La Ola, Organizzazione lucana ambientalista, ha appreso che, con deliberazione di giunta comunale n. 202 del 17 Settembre 2015, il Comune di Calvello, aderendo alla richiesta da parte di ENI in tal senso formulata in data 16/1/2015, avrebbe intenzione di “acquisire”
la “condotta di collegamento dal pozzo Cerro Falcone 2 all’ex area LPT per complessivi ml. 4.450 e ricadente al foglio di mappa n. 23 particelle 12 e 13, al foglio di mappa n.25 particella 1, al foglio di mappa n. 26 particella 3 e al foglio di mappa n . 60 particella 1, a
condizione che l’Eni Spa versi la somma di € 801.838,13 per il ripristino ambientale, oltre la bonifica della tubazione da trasferire“.
La Ola ricorda come nell’area del Comune di Calvello insistono diversi pozzi petroliferi produttivi e vi siano problematiche di impatto ambientale con contaminazione di suolo e sorgenti (Acqua dell’Abete, Sorgente Acqua Solfurea, area LPT, torrente la Terra,etc) alcune
sottoposte in passato a sequestro da parte da parte di organi di polizia incluse nel perimetro del parco nazionale dell’Appennino Lucano. Una grave situazione di cui oggi, dopo diversi anni, nessuno più parla, e non si conoscono gli esiti dei rilievi e monitoraggi
ambientali effettuati.
La Ola ricorda come il pozzo Cerro Falcone 2 è classificato dall’UNMIG come “produttivo”. Esso avrebbe dovuto essere spostato al di fuori dal perimetro del parco nazionale e all’esterno dei Siti della Rete Natura 2000 dell’Unione Europea, unitamente alla condotta di collegamento con l’area LPT per la parte inclusa nel territorio dell’area protetta nazionale.
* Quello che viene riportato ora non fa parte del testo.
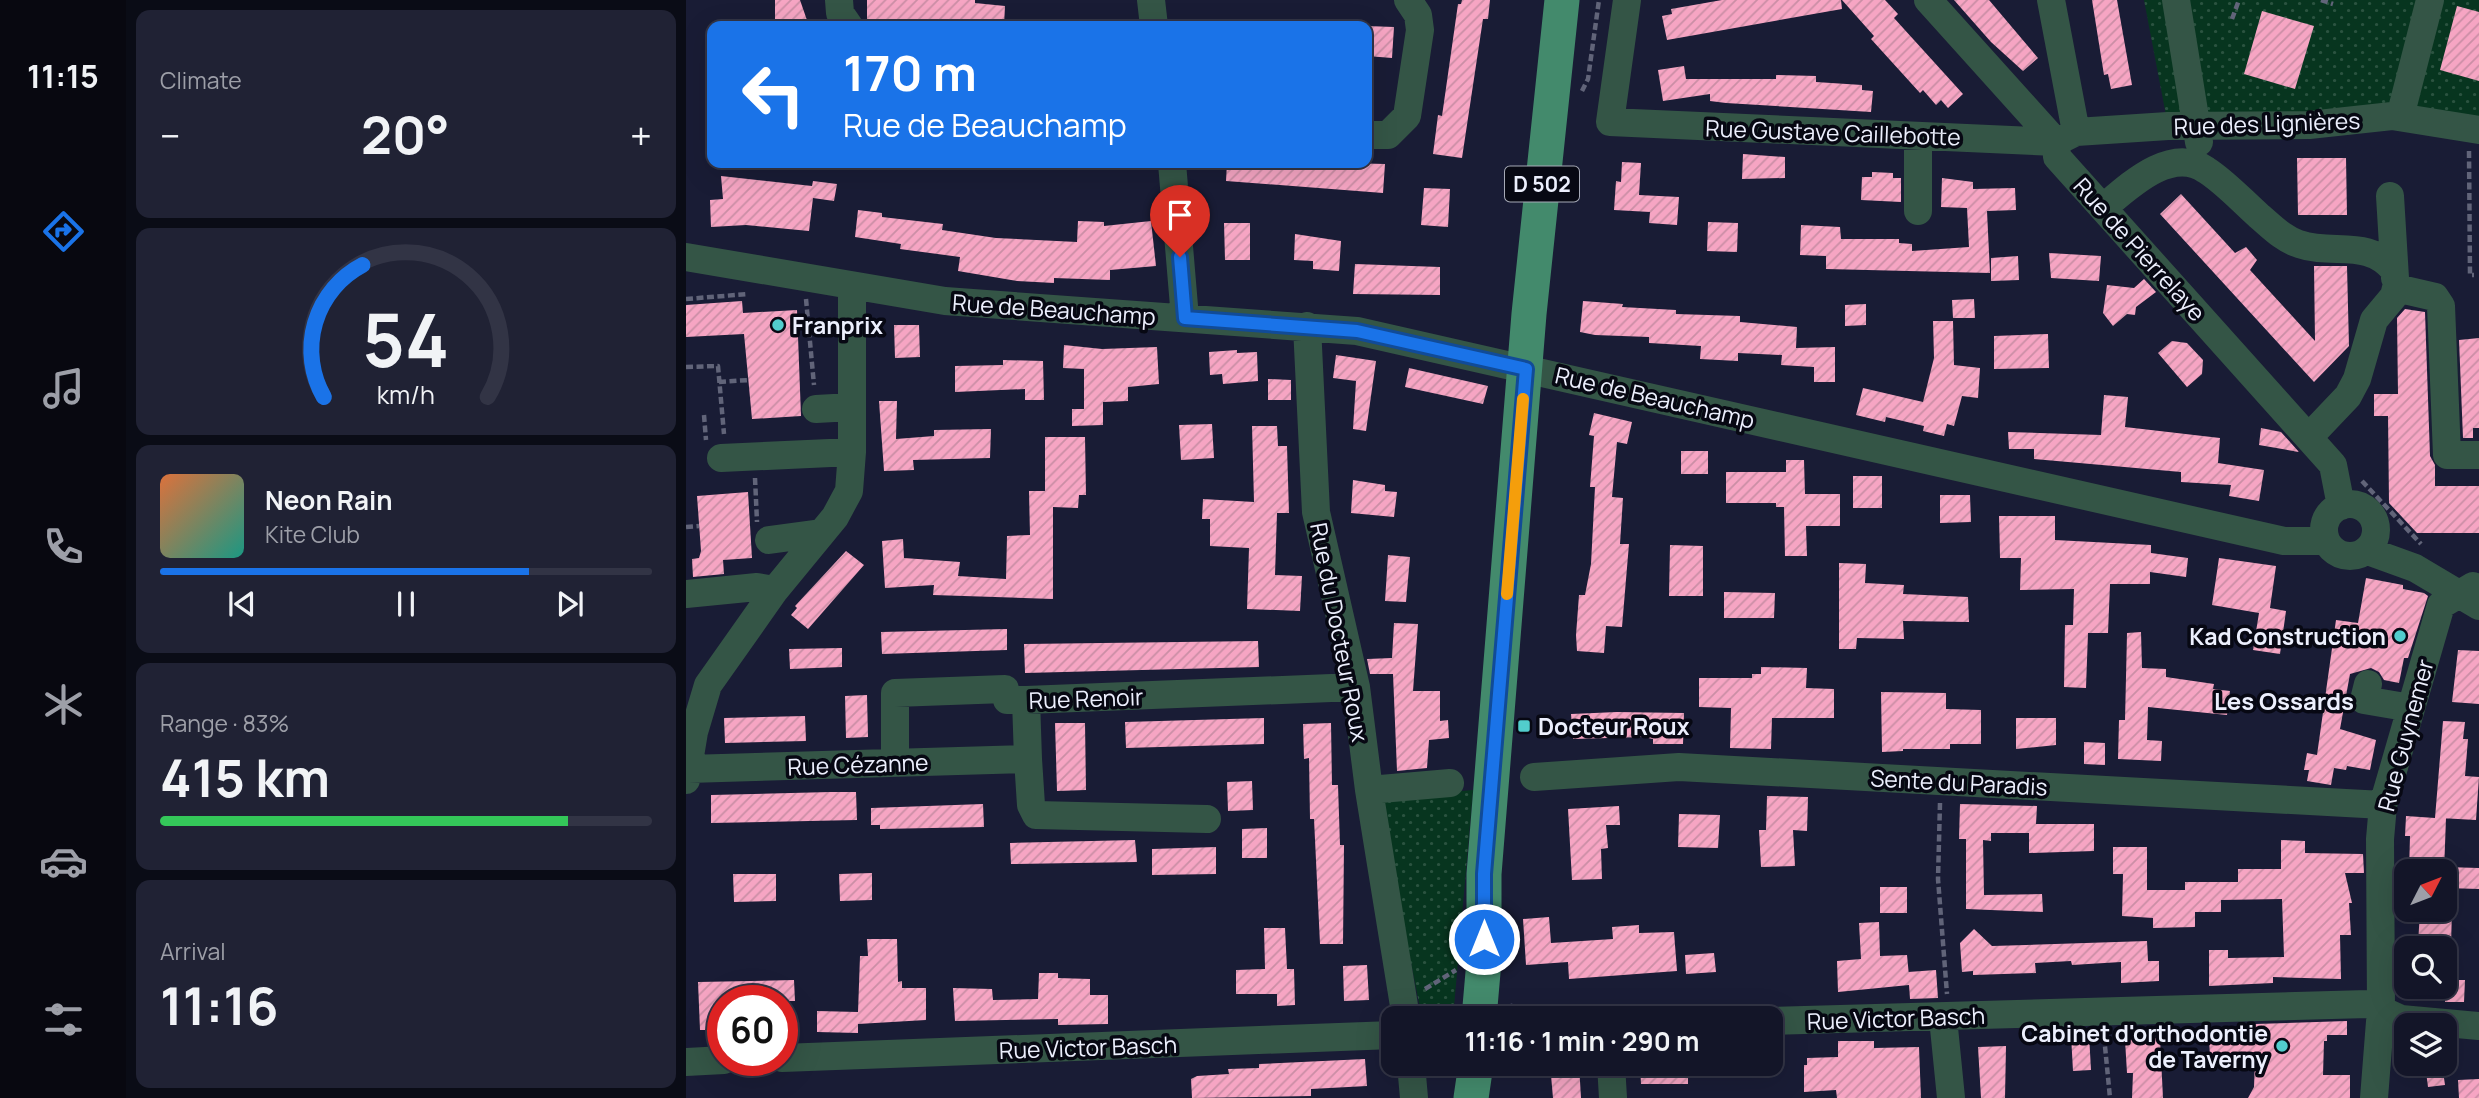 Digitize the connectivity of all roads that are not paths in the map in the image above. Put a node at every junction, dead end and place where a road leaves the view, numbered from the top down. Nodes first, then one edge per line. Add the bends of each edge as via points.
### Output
1 (839, 0) edge
2 (1151, 0) edge
3 (1408, 0) edge
4 (1562, 0) edge
5 (1627, 0) edge
6 (1928, 0) edge
7 (2051, 0) edge
8 (2176, 0) edge
9 (2430, 0) edge
10 (846, 21) edge
11 (1153, 21) edge
12 (2392, 116) junction
13 (2197, 125) junction
14 (2477, 130) edge
15 (1372, 135) edge
16 (1918, 136) junction
17 (2066, 137) junction
18 (2202, 167) junction
19 (1172, 168) edge
20 (2390, 196) dead end
21 (2103, 208) junction
22 (1918, 211) dead end
23 (686, 257) edge
24 (2395, 279) junction
25 (852, 287) junction
26 (1185, 318) junction
27 (1307, 326) junction
28 (1526, 369) junction
29 (852, 407) junction
30 (816, 409) road end
31 (2309, 437) junction
32 (852, 452) junction
33 (2479, 454) edge
34 (723, 458) road end
35 (2341, 506) junction
36 (821, 533) junction
37 (769, 540) road end
38 (2372, 540) junction
39 (2326, 541) junction
40 (775, 590) junction
41 (2473, 593) edge
42 (686, 594) edge
43 (2368, 684) dead end
44 (1356, 687) junction
45 (1026, 700) junction
46 (2411, 708) junction
47 (1028, 759) junction
48 (895, 763) junction
49 (687, 775) edge
50 (1534, 777) dead end
51 (1450, 783) dead end
52 (1369, 790) junction
53 (2383, 805) junction
54 (1207, 819) dead end
55 (1484, 874) junction
56 (1404, 1006) edge
57 (1462, 1006) edge
58 (1480, 1006) edge
59 (2381, 1009) junction
60 (1946, 1018) junction
61 (1783, 1021) edge
62 (2479, 1026) edge
63 (1381, 1035) edge
64 (798, 1057) edge
65 (707, 1061) edge
66 (686, 1062) edge
67 (1412, 1076) edge
68 (1456, 1076) edge
69 (1474, 1076) edge
70 (1612, 1076) edge
71 (1414, 1098) edge
72 (1455, 1098) edge
73 (1471, 1098) edge
74 (1613, 1098) edge
75 (1951, 1098) edge
76 (2374, 1098) edge

1 - 10 street
2 - 11 street
3 - 15 street via 1418,15 1420,30 1407,116 1388,135
4 - 28 main road, D 502
5 - 16 street, Rue Gustave Caillebotte via 1610,122
6 - 17 street, Rue de Pierrelaye
7 - 17 street
8 - 13 street
9 - 12 street via 2401,113
12 - 13 street, Rue des Lignières via 2309,125
12 - 14 street, Rue des Lignières
13 - 17 street, Rue des Lignières
13 - 18 street
16 - 17 street, Rue Gustave Caillebotte
16 - 22 street
17 - 21 street, Rue de Pierrelaye via 2057,157
18 - 21 street via 2189,162 2162,167 2141,177
18 - 24 street via 2281,235 2300,245 2384,257
19 - 26 street
20 - 24 street
21 - 31 street, Rue de Pierrelaye
23 - 25 street, Rue de Beauchamp
24 - 31 street via 2394,296 2374,320 2348,396
24 - 33 street via 2435,297 2441,306 2447,455
25 - 26 street, Rue de Beauchamp via 1045,311
25 - 29 street
26 - 27 street, Rue de Beauchamp
27 - 28 street, Rue de Beauchamp via 1357,331
27 - 44 street, Rue du Docteur Roux via 1316,512
28 - 39 street, Rue de Beauchamp via 2284,541
28 - 55 main road, D 502
29 - 30 street
29 - 32 street
31 - 35 street, Rue de Pierrelaye via 2333,465
32 - 34 street
32 - 36 street via 849,491
35 - 38 street via 2361,506 2369,512
35 - 39 street via 2326,520
36 - 37 street
36 - 40 street
38 - 39 street via 2351,557 2341,555
38 - 41 street via 2400,561
40 - 42 street via 757,587
40 - 49 street via 708,685
41 - 46 street, Rue Guynemer via 2441,605
43 - 46 street via 2364,700
44 - 45 street, Rue Renoir
44 - 52 street, Rue du Docteur Roux
45 - 47 street
45 - 48 street, Rue Renoir via 1007,700 1005,689 895,693
46 - 53 street, Rue Guynemer
47 - 48 street, Rue Cézanne
47 - 54 street via 1031,805 1036,815
48 - 49 street, Rue Cézanne
50 - 53 street, Sente du Paradis via 1679,767
51 - 52 street
52 - 56 street, Rue du Docteur Roux
53 - 59 street, Rue Guynemer
55 - 57 main road, D 502
55 - 58 main road, D 502
59 - 60 street, Rue Victor Basch via 2368,1004 2102,1009
59 - 62 street, Rue Victor Basch via 2400,1019
59 - 76 street, Rue Guynemer
60 - 61 street, Rue Victor Basch
60 - 75 street
63 - 64 street, Rue Victor Basch
65 - 66 street
67 - 71 street
68 - 72 main road
69 - 73 main road
70 - 74 street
Nel chiedere l’intervento urgente dell’Assessore Regionale all’ambiente, Aldo Berlinguer, e del presidente dell’Ente Parco nazionale dell’Appennino Lucano, Domenico Totaro, in base alle loro competenze, sospendendo il trasferimento della titolarità della condotta in capo al comune di Calvello, la Ola chiede di conoscere lo stato attuale di contaminazione e se gli enti preposti abbiano già redatto un Piano di Caratterizzazione per la successiva fase di
bonifica e rimozione della condotta, formulando un piano economico necessario così come prescrive la legge, per scongiurare un possibile disimpegno da questo obbligo in capo alla compagnia petrolifera.
Il mancato riferimento alla bonifica degli oleodotti così come, invece, l’accordo di programma del 1998 avrebbe dovuto prevedere, non può e deve essere pretesto da parte di chi oggi dovrebbe procedere alla bonifica. Non vorremmo che i 400 km di oleodotti presenti in Val
d’Agri non diventino in futuro prossimo venturo aree SIN come la Val Basento, ma a macchia di leopardo, sulle montagne tra boschi e sorgenti, con costi che potrebbero lievitare nel tempo a carico dei cittadini contribuenti in assenza di bonifiche effettuate.